● PROBLEM: Using the listing, copy each whole line that features "junction".

● DATASET EXCERPTS:
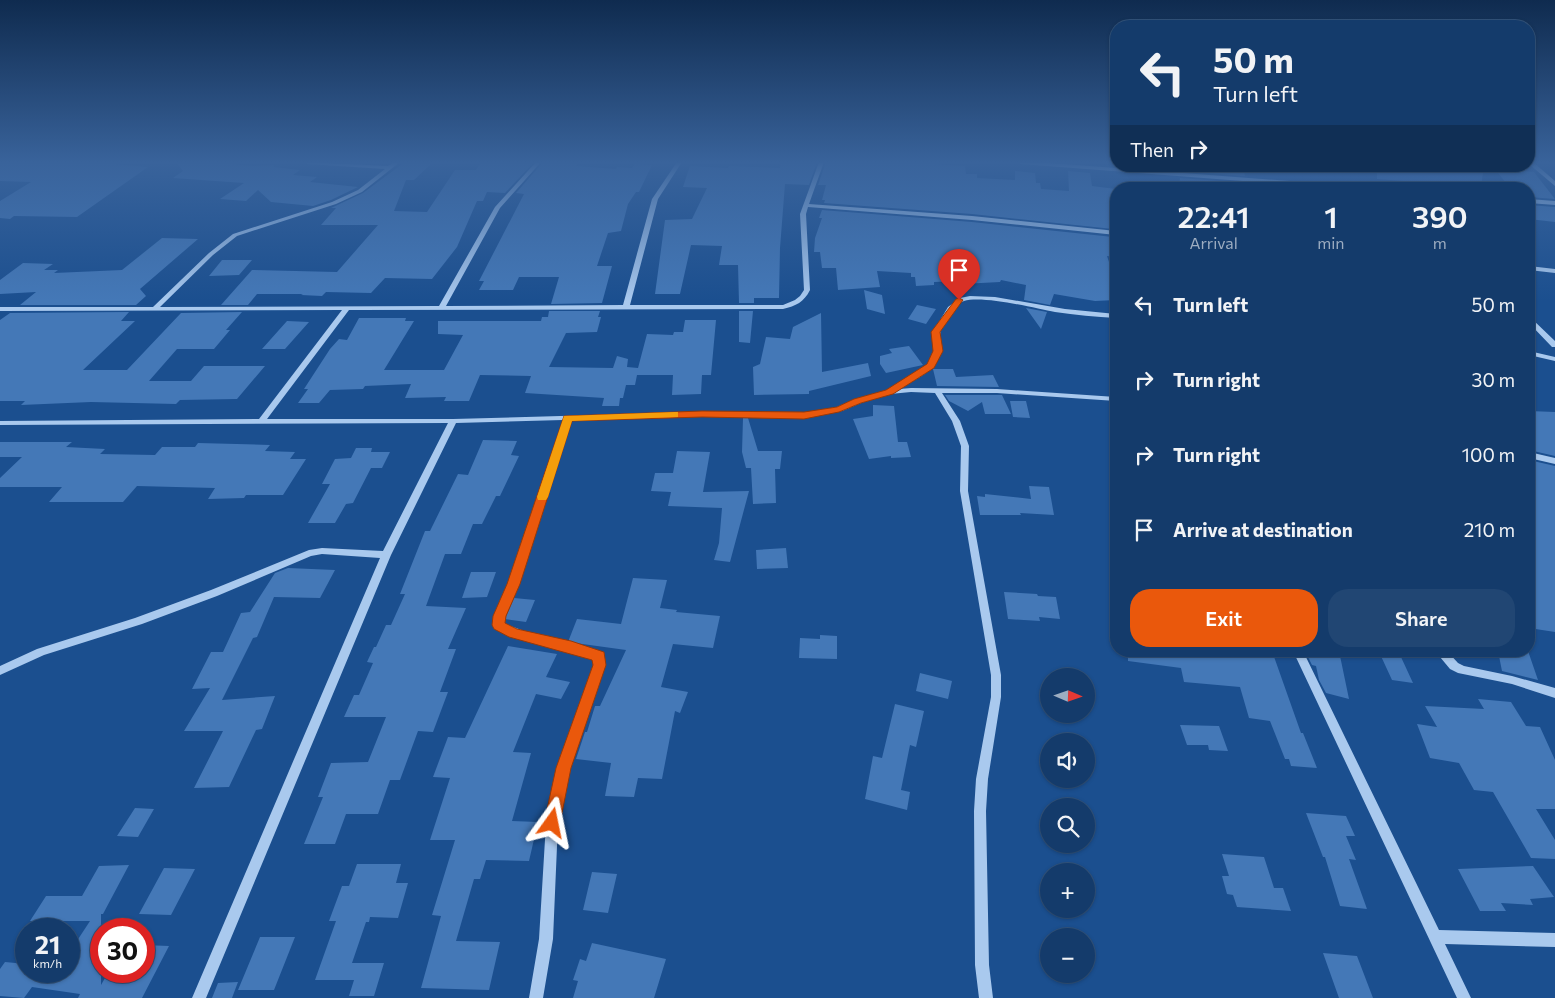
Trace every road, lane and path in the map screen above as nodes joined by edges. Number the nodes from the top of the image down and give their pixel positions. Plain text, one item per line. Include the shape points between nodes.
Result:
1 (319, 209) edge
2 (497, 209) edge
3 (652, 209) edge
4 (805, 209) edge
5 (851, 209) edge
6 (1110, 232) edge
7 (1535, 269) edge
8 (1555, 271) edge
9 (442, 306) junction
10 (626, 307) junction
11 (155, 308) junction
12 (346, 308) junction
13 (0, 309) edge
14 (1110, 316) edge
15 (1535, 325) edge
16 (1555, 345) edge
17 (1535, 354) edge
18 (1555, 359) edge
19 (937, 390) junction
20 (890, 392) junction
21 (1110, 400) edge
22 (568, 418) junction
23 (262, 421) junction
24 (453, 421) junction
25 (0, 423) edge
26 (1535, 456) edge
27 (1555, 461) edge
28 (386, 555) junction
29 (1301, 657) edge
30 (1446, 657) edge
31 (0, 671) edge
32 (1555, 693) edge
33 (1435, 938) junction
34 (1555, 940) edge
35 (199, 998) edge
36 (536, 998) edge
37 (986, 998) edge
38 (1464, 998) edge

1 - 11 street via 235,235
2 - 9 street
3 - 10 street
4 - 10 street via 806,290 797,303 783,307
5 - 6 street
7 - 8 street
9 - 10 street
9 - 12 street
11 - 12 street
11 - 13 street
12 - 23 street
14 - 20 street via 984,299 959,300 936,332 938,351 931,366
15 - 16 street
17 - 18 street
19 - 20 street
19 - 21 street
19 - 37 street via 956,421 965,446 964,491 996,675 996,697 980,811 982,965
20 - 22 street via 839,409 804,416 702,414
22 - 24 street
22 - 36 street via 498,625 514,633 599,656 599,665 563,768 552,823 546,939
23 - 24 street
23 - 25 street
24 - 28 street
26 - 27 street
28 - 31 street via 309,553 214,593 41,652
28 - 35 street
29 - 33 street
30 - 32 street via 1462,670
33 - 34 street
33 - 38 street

● REPLY:
9 (442, 306) junction
10 (626, 307) junction
11 (155, 308) junction
12 (346, 308) junction
19 (937, 390) junction
20 (890, 392) junction
22 (568, 418) junction
23 (262, 421) junction
24 (453, 421) junction
28 (386, 555) junction
33 (1435, 938) junction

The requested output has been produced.